Stakeholders set sights on finishing ‘Southwest Chief’ route improvements

Stakeholders set sights on finishing ‘Southwest Chief’ route improvements

By Bob Johnston | March 12, 2019

| Last updated on March 22, 2023


Engineering work has continued even while funding has been in limbo

Two men pose outside train station
Joe Boardman and La Junta, Colo., City Manager Rick Klein pose during a Southwest Chief inspection trip on Aug. 4, 2016. Klein says Chief stakeholders are determined to finish the work to improve the train’s route in memory of the late Amtrak CEO. Bob Johnston

LA JUNTA, Colo. —Even as Amtrak withheld money related to a federal grant for improvements on the route of the Southwest Chief, engineering work for the project began. And in the wake of the death of former Amtrak president Joe Boardman, stakeholders are more determined than ever to obtain the funding needed to complete the route work, says La Junta, Colo., City Manager Rick Klein.

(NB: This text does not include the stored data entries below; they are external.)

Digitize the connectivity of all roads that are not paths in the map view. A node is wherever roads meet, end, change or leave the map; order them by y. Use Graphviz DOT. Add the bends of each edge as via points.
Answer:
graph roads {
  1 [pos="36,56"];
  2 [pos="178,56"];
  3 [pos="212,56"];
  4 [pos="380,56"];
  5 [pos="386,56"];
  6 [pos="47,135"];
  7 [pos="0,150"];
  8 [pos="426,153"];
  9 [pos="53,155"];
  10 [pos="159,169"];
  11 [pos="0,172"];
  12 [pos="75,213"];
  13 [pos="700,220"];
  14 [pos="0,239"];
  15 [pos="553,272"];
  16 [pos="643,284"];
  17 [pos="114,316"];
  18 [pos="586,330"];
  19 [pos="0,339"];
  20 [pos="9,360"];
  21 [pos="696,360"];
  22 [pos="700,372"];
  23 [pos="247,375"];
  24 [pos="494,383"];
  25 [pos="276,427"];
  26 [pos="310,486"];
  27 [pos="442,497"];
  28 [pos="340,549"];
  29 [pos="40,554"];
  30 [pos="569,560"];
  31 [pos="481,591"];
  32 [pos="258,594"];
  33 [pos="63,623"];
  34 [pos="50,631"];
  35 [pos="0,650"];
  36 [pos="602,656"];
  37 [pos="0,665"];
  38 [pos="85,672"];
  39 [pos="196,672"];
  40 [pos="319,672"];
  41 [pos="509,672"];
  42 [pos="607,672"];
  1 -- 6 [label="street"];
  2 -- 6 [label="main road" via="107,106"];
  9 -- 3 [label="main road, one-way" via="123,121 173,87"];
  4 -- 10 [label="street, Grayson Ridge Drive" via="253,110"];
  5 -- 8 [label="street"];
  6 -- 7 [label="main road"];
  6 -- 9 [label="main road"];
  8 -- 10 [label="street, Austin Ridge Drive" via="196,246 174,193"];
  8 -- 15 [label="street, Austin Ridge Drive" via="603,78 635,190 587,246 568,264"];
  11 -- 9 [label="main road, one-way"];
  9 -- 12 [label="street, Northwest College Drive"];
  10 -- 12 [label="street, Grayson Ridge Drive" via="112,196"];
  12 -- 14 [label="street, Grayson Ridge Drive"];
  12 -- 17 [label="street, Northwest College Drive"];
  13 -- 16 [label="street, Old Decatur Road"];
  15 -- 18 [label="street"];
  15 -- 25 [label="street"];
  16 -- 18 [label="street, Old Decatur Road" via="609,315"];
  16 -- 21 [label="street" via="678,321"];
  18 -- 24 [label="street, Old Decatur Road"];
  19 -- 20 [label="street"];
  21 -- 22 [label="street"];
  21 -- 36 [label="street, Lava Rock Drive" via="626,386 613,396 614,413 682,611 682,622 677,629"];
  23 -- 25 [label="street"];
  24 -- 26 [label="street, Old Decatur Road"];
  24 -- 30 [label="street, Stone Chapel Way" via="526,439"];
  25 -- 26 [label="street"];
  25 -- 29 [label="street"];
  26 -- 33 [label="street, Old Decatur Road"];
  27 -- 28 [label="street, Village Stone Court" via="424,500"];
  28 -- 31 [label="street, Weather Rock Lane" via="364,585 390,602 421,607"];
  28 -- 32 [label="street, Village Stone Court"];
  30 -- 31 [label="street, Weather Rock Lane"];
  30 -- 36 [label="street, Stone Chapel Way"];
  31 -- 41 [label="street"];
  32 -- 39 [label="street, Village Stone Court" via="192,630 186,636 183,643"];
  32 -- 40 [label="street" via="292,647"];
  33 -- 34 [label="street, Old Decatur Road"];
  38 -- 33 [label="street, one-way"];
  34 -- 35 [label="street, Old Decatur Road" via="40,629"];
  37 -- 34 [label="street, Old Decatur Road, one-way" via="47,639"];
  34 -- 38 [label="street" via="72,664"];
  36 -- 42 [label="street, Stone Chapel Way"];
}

“Joe’s vision was to enlist our help and preserving the route, and that’s exactly what we did over the last eight years,” Klein says. “After this work is finished, there are another 27 miles of jointed rail left in western Kansas and Colorado, and we owe it to him to finish the job.”

Klein says the current improvements will create 29 miles of class 4 (79-mph) track for a net gain of 42 miles, including welded rail on curves BNSF Railway has already installed. The work includes tie replacement between Springer, N.M., and Las Vegas, N.M., addressing some signal system shortcomings, and rebuilding culverts in the Devils Throne area near Lamy, N.M., to mitigate damage from rock slides.

The engineering work advanced while Amtrak withheld its $3 million match to the $16 million Transportation Investment Generating Economic Recovery grant, Klein says, because “the language was in the appropriation, so we didn’t want to delay necessary preparations required before construction could begin.” He added, “We worked through the environmental process with the Federal Railroad Administration, BNSF Railway, Colfax County, N.M., and the three state [departments of transportation] while waiting for Amtrak’s decision.”

The impasse over the funds, which will lead to a total of $26 million in route improvements, was resolved last month when language in the federal budget compelled Amtrak to spend $50 million on the route. [See “Amtrak to post matching grant funds for Southwest Chief,” Trains News Wire, Feb. 27, 2019.]

The focus now will be getting a city sponsor and lining up more matching funds for a Consolidated Rail Infrastructure Safety and Improvement (CRISI) or a BUILD (Better Utilizing Investments to Leverage Development) grant in the next budget cycle. Klein is talking with city officials from communities such as Dodge City and Garden City in Kansas, and Lamar, Colo.

Although the BUILD grant requires a 20 percent match, it has a large rural component. La Junta, Garden City, and Colfax County, N.M., won the three previous TIGER grants, in part, because of unified stakeholder support.

Coupled with the $9 million federal CRISI grant for positive train control installation between Dodge City, Kan., and Las Animas, Colo., just east of La Junta, Klein says, “The combined grants and matches have already generated more than $100 million for Southwest Chief route improvements. We’re not about to stop now.”